== Input data ==

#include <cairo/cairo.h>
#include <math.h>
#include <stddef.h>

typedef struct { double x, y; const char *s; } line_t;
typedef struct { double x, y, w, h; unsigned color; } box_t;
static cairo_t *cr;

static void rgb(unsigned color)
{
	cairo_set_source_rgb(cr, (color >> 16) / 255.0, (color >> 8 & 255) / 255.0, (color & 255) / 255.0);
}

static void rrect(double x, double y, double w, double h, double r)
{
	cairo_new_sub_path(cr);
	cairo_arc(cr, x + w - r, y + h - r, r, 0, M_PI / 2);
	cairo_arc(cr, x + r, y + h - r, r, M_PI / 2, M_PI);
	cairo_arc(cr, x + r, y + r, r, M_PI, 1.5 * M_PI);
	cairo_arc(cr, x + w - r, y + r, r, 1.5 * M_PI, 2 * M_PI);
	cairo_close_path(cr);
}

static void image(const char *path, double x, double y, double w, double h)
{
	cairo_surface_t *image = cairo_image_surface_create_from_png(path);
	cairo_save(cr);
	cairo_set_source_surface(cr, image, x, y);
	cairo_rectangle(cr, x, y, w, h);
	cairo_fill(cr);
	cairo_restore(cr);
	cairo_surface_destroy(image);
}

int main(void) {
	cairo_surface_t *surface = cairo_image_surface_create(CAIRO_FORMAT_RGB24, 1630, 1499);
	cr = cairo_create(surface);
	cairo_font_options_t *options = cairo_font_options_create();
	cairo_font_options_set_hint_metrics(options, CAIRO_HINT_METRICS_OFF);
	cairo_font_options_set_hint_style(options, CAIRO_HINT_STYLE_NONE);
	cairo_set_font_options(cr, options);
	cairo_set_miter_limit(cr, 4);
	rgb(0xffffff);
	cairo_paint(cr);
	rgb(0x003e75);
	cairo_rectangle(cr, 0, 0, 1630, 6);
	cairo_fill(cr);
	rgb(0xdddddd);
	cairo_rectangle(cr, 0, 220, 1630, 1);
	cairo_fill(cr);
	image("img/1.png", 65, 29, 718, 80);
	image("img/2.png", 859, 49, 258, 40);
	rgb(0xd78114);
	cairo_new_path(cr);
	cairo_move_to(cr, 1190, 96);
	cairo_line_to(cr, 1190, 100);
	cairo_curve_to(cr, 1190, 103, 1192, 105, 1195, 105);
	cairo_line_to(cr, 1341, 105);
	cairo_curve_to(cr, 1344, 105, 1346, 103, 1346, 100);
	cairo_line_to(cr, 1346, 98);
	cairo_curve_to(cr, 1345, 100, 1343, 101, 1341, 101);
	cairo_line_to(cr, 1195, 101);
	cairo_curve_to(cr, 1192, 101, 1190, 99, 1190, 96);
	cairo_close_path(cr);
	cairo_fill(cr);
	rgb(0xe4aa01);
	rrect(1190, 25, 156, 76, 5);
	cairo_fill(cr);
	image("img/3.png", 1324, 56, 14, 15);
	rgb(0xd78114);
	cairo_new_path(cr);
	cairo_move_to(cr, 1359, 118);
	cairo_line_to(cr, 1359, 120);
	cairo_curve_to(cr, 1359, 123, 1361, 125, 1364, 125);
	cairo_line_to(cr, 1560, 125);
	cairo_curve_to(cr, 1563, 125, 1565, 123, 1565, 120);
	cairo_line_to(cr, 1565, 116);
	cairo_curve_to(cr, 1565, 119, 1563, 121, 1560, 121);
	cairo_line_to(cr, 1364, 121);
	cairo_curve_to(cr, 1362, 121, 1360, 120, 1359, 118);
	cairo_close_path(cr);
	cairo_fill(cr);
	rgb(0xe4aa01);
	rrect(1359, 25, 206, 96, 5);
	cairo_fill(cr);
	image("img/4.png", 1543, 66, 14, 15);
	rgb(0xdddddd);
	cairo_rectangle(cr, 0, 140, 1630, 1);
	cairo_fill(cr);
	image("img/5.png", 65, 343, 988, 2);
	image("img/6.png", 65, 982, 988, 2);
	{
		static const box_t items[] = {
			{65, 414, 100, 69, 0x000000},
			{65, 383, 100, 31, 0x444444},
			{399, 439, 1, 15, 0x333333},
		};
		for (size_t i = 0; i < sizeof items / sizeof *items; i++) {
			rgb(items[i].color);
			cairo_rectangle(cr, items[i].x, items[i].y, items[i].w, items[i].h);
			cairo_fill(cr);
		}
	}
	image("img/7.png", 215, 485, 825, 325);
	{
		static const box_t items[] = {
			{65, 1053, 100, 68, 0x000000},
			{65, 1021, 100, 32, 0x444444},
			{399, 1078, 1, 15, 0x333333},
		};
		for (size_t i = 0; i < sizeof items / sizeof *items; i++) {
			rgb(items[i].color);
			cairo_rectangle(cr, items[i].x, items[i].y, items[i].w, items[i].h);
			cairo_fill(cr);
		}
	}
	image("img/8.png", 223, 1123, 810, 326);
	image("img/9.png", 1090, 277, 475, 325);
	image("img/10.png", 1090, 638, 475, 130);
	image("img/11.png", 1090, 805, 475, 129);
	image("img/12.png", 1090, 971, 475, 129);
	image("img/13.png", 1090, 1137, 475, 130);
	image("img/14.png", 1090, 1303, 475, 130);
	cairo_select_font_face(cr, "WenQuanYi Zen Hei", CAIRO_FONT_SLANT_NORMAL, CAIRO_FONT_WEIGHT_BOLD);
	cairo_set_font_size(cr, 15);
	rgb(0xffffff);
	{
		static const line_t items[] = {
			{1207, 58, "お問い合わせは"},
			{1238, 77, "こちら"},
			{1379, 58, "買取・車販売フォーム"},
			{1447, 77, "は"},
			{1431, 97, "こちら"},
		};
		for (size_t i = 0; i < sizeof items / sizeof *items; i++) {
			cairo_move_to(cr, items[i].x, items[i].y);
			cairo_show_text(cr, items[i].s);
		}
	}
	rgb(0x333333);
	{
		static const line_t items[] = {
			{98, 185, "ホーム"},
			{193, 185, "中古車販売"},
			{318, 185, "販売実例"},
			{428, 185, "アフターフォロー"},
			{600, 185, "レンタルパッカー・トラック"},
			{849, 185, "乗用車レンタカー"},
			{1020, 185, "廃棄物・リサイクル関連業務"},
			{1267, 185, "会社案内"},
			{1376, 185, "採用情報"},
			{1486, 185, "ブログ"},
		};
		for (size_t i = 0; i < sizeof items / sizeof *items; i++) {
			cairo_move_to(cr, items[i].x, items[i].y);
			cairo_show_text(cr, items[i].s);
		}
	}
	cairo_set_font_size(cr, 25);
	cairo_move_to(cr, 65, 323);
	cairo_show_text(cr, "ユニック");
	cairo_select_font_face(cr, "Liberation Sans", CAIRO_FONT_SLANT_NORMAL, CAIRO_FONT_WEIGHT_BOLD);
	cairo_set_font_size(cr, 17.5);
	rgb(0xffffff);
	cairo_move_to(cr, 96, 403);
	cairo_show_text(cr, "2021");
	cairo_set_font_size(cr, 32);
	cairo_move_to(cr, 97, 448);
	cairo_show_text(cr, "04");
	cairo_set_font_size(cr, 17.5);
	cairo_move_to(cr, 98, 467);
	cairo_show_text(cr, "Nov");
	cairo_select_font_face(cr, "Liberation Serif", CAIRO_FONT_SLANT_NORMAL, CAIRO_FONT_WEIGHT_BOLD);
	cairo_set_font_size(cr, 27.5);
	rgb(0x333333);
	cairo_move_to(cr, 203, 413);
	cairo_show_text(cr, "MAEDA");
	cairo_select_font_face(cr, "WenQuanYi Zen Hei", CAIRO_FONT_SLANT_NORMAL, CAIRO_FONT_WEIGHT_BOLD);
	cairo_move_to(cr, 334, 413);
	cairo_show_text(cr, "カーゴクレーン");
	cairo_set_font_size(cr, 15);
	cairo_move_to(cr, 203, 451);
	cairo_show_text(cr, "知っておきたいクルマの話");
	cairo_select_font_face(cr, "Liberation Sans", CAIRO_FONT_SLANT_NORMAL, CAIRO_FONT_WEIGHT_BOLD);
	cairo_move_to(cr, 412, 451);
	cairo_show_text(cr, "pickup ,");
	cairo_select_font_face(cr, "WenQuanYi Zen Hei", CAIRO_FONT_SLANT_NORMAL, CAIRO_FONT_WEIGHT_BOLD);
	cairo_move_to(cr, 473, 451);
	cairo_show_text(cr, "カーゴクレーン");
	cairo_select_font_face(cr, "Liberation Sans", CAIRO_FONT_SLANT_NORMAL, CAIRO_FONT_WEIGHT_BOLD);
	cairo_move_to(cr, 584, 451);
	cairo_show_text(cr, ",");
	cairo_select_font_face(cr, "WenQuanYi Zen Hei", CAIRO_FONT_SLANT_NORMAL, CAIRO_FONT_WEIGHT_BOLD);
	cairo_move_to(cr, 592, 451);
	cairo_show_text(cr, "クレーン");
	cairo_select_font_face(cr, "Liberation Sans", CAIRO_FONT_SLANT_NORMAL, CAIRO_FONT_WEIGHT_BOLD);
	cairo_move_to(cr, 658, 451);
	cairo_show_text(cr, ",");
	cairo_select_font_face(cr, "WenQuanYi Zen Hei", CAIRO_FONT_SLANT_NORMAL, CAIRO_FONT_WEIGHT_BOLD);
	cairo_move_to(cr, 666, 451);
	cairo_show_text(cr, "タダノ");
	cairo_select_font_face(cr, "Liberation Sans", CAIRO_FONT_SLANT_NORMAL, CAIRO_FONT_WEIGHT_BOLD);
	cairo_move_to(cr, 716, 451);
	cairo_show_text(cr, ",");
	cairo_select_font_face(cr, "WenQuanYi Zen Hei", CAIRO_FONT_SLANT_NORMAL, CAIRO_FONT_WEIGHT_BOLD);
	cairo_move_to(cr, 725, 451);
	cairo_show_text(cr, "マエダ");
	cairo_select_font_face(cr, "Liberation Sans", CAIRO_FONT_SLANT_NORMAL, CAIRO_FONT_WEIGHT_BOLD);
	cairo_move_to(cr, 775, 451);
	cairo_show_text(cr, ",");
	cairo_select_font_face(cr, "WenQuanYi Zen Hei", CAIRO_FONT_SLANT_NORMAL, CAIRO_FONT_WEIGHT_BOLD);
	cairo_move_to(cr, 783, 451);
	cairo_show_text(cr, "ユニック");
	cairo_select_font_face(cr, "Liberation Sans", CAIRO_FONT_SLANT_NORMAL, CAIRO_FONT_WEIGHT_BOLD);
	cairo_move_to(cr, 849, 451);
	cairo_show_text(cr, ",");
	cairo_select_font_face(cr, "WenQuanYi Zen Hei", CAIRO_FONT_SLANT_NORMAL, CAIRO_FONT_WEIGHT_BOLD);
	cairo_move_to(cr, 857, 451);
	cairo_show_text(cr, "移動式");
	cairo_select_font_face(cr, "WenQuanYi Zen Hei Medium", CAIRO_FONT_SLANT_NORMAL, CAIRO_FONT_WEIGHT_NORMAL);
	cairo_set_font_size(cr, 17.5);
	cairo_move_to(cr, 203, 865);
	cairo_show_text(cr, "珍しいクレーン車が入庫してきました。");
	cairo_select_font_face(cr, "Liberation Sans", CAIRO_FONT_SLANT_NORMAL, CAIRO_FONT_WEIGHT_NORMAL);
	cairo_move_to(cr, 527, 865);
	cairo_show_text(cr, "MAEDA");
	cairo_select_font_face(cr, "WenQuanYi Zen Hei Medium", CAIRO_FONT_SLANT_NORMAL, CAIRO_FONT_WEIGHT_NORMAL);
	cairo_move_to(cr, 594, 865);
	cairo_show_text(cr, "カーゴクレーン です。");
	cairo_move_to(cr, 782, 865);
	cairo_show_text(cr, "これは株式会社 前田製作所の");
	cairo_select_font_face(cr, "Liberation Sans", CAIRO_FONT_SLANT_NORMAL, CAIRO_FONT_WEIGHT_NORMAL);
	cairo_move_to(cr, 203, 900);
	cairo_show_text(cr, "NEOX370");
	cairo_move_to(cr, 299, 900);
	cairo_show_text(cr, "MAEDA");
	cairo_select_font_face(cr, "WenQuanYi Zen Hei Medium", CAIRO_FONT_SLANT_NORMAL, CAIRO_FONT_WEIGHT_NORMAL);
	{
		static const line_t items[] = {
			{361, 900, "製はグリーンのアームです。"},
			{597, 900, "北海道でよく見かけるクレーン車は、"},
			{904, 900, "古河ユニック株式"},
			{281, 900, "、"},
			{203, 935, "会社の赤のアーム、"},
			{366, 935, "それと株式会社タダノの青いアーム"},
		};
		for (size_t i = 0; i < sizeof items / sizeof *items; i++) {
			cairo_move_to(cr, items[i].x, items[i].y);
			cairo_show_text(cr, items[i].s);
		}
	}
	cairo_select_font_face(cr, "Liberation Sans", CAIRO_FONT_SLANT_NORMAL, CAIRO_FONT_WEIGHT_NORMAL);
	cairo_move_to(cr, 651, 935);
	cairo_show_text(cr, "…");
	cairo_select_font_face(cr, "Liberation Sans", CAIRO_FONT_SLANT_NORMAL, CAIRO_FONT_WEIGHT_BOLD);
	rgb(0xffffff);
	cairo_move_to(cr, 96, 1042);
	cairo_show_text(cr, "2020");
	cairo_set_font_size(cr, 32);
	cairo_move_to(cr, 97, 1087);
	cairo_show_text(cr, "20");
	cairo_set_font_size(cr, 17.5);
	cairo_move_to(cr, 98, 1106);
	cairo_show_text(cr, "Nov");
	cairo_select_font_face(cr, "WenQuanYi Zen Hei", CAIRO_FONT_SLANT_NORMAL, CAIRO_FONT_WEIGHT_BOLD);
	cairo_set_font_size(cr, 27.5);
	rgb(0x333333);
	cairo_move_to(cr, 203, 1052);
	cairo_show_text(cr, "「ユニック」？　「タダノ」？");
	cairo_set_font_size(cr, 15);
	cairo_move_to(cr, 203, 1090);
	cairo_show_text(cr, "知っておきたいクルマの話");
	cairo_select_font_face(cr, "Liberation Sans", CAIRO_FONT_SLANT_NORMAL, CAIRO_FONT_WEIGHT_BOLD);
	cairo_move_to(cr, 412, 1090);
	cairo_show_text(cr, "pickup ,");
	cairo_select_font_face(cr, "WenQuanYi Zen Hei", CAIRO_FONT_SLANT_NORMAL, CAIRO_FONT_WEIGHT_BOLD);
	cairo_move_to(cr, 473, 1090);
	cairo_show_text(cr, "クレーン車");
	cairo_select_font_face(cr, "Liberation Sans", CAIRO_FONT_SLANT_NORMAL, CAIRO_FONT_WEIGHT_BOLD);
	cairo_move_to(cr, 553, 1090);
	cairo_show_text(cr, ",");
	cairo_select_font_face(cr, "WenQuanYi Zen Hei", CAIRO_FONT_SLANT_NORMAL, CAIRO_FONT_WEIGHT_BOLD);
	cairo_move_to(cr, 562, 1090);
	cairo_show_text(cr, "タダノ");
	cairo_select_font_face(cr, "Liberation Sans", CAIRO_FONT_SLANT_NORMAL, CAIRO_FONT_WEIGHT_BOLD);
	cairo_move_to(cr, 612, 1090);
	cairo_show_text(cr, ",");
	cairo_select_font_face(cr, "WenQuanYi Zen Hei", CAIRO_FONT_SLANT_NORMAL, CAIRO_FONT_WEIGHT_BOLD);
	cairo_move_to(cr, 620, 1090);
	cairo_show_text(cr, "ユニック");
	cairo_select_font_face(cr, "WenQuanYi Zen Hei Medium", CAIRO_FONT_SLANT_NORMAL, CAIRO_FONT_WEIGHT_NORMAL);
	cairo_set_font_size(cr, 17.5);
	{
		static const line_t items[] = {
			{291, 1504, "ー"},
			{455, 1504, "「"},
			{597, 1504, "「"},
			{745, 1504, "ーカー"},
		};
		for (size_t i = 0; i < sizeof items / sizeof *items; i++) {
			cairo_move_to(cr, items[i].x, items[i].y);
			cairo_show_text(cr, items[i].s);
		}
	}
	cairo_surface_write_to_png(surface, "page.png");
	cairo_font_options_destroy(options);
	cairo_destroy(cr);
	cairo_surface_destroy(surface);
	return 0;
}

===

If a line falls between the first line of the records and the line containing "cairo_line_to(cr, 1346, 98);", inclusive, repeat it exactly; leave out all others.

▶ [Result for this task]:
#include <cairo/cairo.h>
#include <math.h>
#include <stddef.h>

typedef struct { double x, y; const char *s; } line_t;
typedef struct { double x, y, w, h; unsigned color; } box_t;
static cairo_t *cr;

static void rgb(unsigned color)
{
	cairo_set_source_rgb(cr, (color >> 16) / 255.0, (color >> 8 & 255) / 255.0, (color & 255) / 255.0);
}

static void rrect(double x, double y, double w, double h, double r)
{
	cairo_new_sub_path(cr);
	cairo_arc(cr, x + w - r, y + h - r, r, 0, M_PI / 2);
	cairo_arc(cr, x + r, y + h - r, r, M_PI / 2, M_PI);
	cairo_arc(cr, x + r, y + r, r, M_PI, 1.5 * M_PI);
	cairo_arc(cr, x + w - r, y + r, r, 1.5 * M_PI, 2 * M_PI);
	cairo_close_path(cr);
}

static void image(const char *path, double x, double y, double w, double h)
{
	cairo_surface_t *image = cairo_image_surface_create_from_png(path);
	cairo_save(cr);
	cairo_set_source_surface(cr, image, x, y);
	cairo_rectangle(cr, x, y, w, h);
	cairo_fill(cr);
	cairo_restore(cr);
	cairo_surface_destroy(image);
}

int main(void) {
	cairo_surface_t *surface = cairo_image_surface_create(CAIRO_FORMAT_RGB24, 1630, 1499);
	cr = cairo_create(surface);
	cairo_font_options_t *options = cairo_font_options_create();
	cairo_font_options_set_hint_metrics(options, CAIRO_HINT_METRICS_OFF);
	cairo_font_options_set_hint_style(options, CAIRO_HINT_STYLE_NONE);
	cairo_set_font_options(cr, options);
	cairo_set_miter_limit(cr, 4);
	rgb(0xffffff);
	cairo_paint(cr);
	rgb(0x003e75);
	cairo_rectangle(cr, 0, 0, 1630, 6);
	cairo_fill(cr);
	rgb(0xdddddd);
	cairo_rectangle(cr, 0, 220, 1630, 1);
	cairo_fill(cr);
	image("img/1.png", 65, 29, 718, 80);
	image("img/2.png", 859, 49, 258, 40);
	rgb(0xd78114);
	cairo_new_path(cr);
	cairo_move_to(cr, 1190, 96);
	cairo_line_to(cr, 1190, 100);
	cairo_curve_to(cr, 1190, 103, 1192, 105, 1195, 105);
	cairo_line_to(cr, 1341, 105);
	cairo_curve_to(cr, 1344, 105, 1346, 103, 1346, 100);
	cairo_line_to(cr, 1346, 98);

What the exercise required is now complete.